The rocks are cloven, and through the purple night
I see cars drawn by rainbow-winged steeds,
Which trample the dim winds: in each there stands
A wild-eyed charioteer urging their flight.
Some look behind, as fiends pursued them there,
And yet I see no shapes but the keen stars:
Others, with burning eyes, lean forth, and drink

With eager lips the wind of their own speed,

As if the thing they loved fled on before,

And now, even now, they clasped it. Their bright locks
Stream like a comet's flashing hair: they all

Sweep onward.

These are the immortal hours,

Of whom thou didst demand. One waits for thee."

"The Cenci," a tragedy, was published in 1819. In a dedication to Leigh Hunt the author remarks,

"Those writings which I have hitherto published have been little else than visions which impersonate my own apprehensions of the beautiful and the just. I can also perceive in them the literary defects incidental to youth and impatience; they are dreams of what ought to be or may be. The drama which I now present to you is a sad reality."

As an effort of intellectual strength "The Cenci" is incomparably the best of Shelley's productions; as a tragedy it is one of the best of modern times. In selecting for his plot the revolting story of the Cenci, the poet has been accused of a ghoul-like appetite for the horrible and shocking. Against this unfounded assertion De Quincey thus happily protests:

"The true motive of the selection of such a story was, not its darkness, but the light which fights with the darkness. Shelley found the whole attraction of this dreadful tale in the angelic nature of Beatrice, as revealed in the portrait of her by Guido.

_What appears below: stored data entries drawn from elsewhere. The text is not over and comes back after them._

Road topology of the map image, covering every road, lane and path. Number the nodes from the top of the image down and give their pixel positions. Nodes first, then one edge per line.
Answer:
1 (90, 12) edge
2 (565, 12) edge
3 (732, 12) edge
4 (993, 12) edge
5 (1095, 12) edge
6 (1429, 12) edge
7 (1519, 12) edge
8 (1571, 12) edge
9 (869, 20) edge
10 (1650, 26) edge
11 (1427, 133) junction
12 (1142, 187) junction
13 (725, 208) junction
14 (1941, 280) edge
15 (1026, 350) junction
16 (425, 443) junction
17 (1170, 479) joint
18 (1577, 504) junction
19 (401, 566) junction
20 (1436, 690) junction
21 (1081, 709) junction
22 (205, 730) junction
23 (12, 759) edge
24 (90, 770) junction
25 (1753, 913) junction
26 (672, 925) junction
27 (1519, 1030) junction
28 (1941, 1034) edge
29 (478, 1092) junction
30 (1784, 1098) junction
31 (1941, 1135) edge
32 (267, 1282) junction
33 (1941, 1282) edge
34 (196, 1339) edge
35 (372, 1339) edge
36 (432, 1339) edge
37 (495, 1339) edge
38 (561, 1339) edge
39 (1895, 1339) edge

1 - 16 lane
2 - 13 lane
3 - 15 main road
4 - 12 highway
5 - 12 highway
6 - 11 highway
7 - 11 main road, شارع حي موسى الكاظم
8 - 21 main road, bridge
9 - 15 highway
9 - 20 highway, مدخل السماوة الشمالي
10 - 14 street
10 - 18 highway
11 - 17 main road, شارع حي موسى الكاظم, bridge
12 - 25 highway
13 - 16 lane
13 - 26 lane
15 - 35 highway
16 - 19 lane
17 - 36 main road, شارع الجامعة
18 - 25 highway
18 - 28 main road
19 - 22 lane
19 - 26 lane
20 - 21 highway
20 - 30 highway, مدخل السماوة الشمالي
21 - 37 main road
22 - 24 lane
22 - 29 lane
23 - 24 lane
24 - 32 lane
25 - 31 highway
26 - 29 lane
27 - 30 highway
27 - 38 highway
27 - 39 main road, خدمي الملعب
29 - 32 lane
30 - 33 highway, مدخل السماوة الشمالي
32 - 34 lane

The fine relief; the light upon a background of darkness, giving the artistic effect; the touching beauty of Beatrice; her remorse in the midst of real innocence; her weakness, and her inexpressible affliction; and even the murder, which is but the embodiment of her noble aspirations after deliverance, throwing into fuller revelation the glory of the suffering face, were alike the dream of the painter and the poet, and both have made them immortal."